The answer must reproduce every record exactly, with all pictures omitted.

── Records shown ──

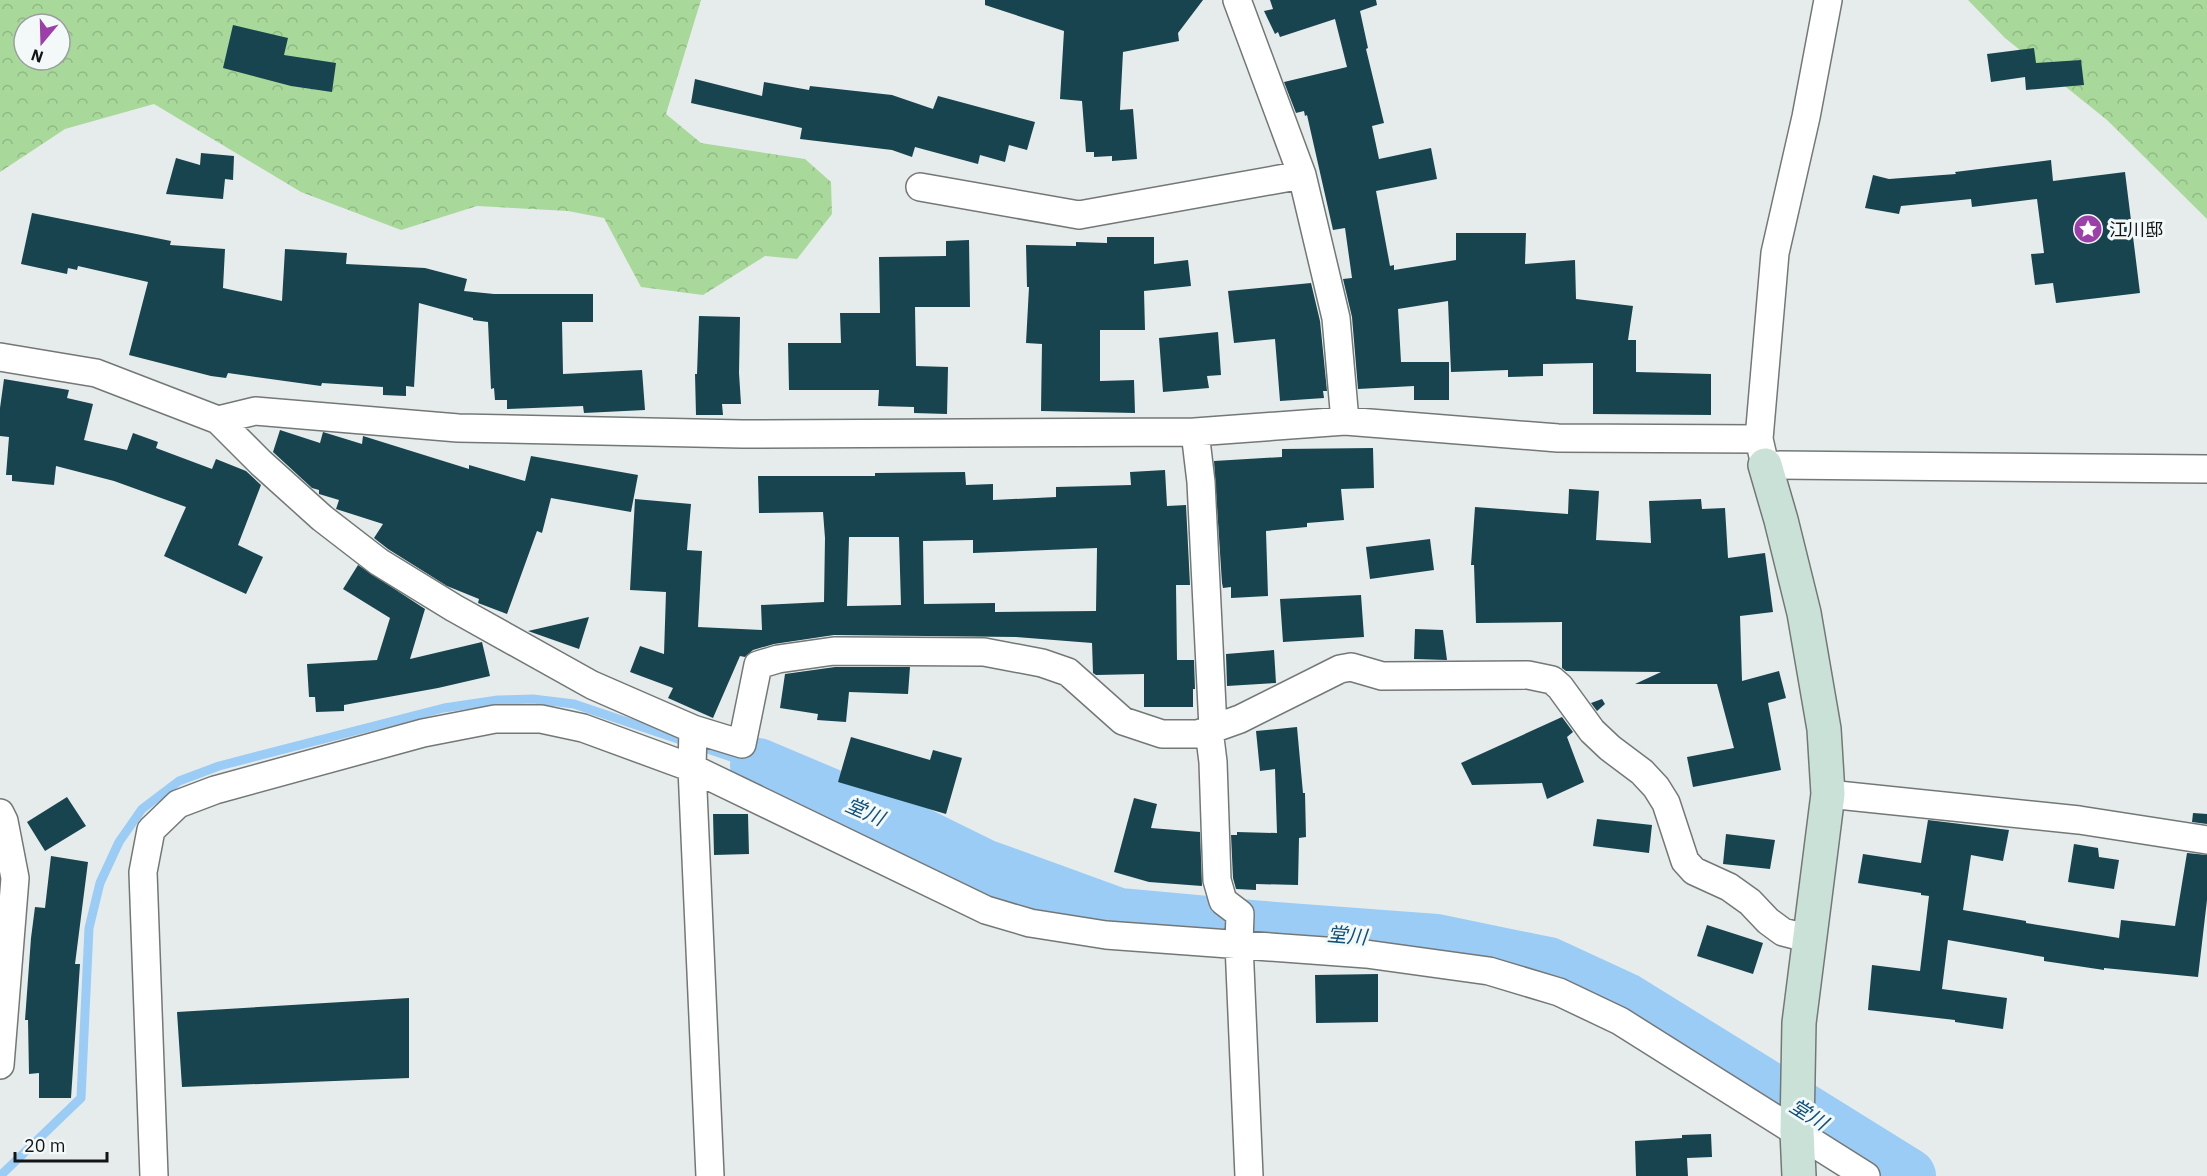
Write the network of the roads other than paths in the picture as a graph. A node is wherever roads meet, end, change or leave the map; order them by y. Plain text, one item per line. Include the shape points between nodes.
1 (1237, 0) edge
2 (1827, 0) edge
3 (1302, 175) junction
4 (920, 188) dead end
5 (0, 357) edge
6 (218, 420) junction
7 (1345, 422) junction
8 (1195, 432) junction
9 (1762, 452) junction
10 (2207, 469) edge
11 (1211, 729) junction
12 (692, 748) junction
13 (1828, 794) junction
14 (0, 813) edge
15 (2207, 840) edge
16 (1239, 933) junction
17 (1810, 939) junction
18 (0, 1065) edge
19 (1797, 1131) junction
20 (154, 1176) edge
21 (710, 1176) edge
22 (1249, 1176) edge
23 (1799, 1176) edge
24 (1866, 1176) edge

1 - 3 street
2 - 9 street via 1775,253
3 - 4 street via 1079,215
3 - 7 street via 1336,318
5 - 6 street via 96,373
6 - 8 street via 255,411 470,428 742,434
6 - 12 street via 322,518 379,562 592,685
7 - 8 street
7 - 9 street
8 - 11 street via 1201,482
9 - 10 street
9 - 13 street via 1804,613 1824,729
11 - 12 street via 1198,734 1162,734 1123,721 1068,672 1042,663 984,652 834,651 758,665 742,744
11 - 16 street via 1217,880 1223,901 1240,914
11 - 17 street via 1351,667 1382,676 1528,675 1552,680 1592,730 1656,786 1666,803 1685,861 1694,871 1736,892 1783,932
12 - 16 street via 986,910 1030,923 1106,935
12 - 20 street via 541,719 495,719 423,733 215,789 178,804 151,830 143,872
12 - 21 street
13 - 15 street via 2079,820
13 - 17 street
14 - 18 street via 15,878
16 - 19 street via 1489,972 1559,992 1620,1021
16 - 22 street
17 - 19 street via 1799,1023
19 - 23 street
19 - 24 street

───

*Written solution*.
Write the network of the roads other than paths in the picture as a graph. A node is wherever roads meet, end, change or leave the map; order them by y. Plain text, one item per line. Include the shape points between nodes.
1 (1237, 0) edge
2 (1827, 0) edge
3 (1302, 175) junction
4 (920, 188) dead end
5 (0, 357) edge
6 (218, 420) junction
7 (1345, 422) junction
8 (1195, 432) junction
9 (1762, 452) junction
10 (2207, 469) edge
11 (1211, 729) junction
12 (692, 748) junction
13 (1828, 794) junction
14 (0, 813) edge
15 (2207, 840) edge
16 (1239, 933) junction
17 (1810, 939) junction
18 (0, 1065) edge
19 (1797, 1131) junction
20 (154, 1176) edge
21 (710, 1176) edge
22 (1249, 1176) edge
23 (1799, 1176) edge
24 (1866, 1176) edge

1 - 3 street
2 - 9 street via 1775,253
3 - 4 street via 1079,215
3 - 7 street via 1336,318
5 - 6 street via 96,373
6 - 8 street via 255,411 470,428 742,434
6 - 12 street via 322,518 379,562 592,685
7 - 8 street
7 - 9 street
8 - 11 street via 1201,482
9 - 10 street
9 - 13 street via 1804,613 1824,729
11 - 12 street via 1198,734 1162,734 1123,721 1068,672 1042,663 984,652 834,651 758,665 742,744
11 - 16 street via 1217,880 1223,901 1240,914
11 - 17 street via 1351,667 1382,676 1528,675 1552,680 1592,730 1656,786 1666,803 1685,861 1694,871 1736,892 1783,932
12 - 16 street via 986,910 1030,923 1106,935
12 - 20 street via 541,719 495,719 423,733 215,789 178,804 151,830 143,872
12 - 21 street
13 - 15 street via 2079,820
13 - 17 street
14 - 18 street via 15,878
16 - 19 street via 1489,972 1559,992 1620,1021
16 - 22 street
17 - 19 street via 1799,1023
19 - 23 street
19 - 24 street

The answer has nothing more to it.